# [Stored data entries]

++++++

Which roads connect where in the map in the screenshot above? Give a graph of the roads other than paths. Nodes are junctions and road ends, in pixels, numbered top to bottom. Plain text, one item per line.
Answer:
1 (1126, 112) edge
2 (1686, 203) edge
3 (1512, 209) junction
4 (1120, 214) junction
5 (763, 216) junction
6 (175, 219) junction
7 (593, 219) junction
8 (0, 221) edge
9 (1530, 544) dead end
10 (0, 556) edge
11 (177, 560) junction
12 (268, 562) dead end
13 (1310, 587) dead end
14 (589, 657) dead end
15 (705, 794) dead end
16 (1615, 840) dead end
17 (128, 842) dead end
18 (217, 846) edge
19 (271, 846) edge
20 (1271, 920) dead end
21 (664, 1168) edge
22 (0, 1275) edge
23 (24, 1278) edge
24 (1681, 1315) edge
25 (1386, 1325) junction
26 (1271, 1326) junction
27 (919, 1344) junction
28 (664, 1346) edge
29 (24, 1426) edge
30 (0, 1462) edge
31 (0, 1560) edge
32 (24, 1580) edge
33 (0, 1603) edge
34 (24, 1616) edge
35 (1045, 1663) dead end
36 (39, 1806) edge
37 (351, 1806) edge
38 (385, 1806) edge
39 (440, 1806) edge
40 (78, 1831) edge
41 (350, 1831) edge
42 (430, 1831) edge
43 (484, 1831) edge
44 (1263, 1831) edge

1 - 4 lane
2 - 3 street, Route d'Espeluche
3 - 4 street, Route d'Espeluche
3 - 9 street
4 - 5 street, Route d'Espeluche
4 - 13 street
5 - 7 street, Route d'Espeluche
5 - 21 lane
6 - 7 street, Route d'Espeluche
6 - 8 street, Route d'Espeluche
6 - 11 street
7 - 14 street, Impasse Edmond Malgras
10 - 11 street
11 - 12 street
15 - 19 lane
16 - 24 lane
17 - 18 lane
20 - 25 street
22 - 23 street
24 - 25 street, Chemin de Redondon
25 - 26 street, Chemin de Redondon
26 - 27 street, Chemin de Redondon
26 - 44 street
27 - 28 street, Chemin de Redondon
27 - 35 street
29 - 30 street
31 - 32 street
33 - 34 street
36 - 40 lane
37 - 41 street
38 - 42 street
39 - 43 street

++++++

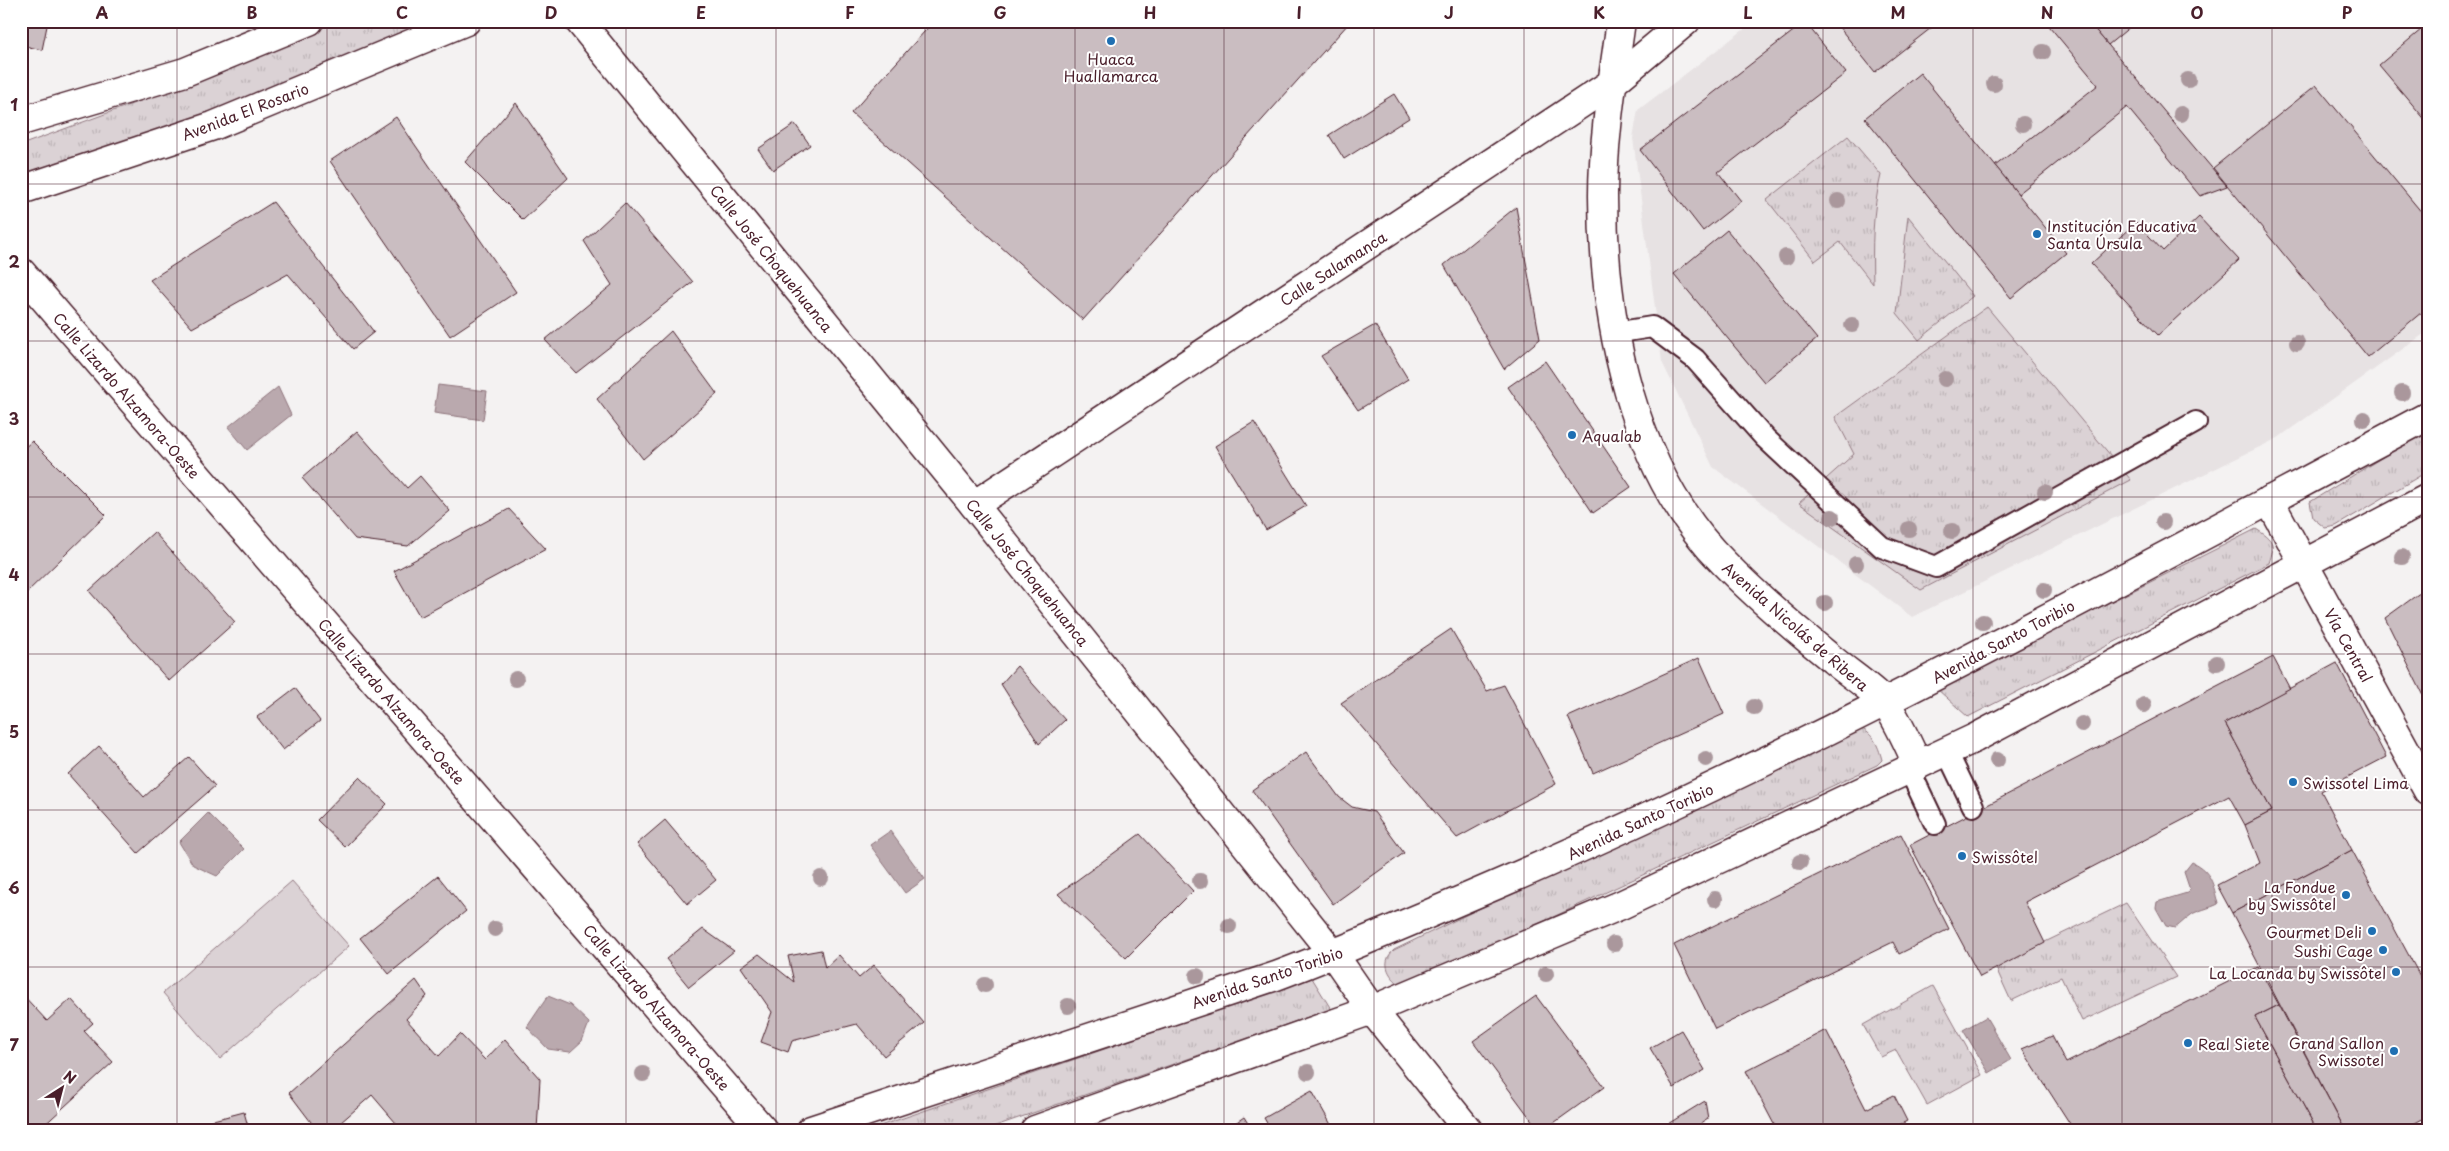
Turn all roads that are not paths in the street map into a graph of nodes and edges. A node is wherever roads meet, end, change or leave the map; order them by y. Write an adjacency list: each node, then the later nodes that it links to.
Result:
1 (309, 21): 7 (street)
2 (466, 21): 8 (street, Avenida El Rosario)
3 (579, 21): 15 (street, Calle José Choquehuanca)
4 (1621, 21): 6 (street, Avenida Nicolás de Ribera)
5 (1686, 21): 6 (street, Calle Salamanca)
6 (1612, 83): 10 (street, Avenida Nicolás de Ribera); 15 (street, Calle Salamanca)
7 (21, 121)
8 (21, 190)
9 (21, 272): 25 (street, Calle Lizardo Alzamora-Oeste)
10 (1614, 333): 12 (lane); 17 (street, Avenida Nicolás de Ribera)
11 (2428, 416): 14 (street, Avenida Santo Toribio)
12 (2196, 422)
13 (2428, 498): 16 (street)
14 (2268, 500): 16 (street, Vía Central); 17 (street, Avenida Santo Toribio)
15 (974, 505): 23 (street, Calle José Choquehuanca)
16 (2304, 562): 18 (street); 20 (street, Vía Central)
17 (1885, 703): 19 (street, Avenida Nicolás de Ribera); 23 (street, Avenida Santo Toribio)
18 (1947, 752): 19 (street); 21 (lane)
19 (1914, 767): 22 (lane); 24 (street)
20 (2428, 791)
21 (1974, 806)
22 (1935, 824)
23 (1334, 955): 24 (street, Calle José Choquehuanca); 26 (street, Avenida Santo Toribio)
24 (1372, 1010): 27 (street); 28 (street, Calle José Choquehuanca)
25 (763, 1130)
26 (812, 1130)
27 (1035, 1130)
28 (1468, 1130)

++++++

# [Exercise instructions]
Say, as a bare number, how many lines above contain the word "paths".

# [Response to this exercise]
2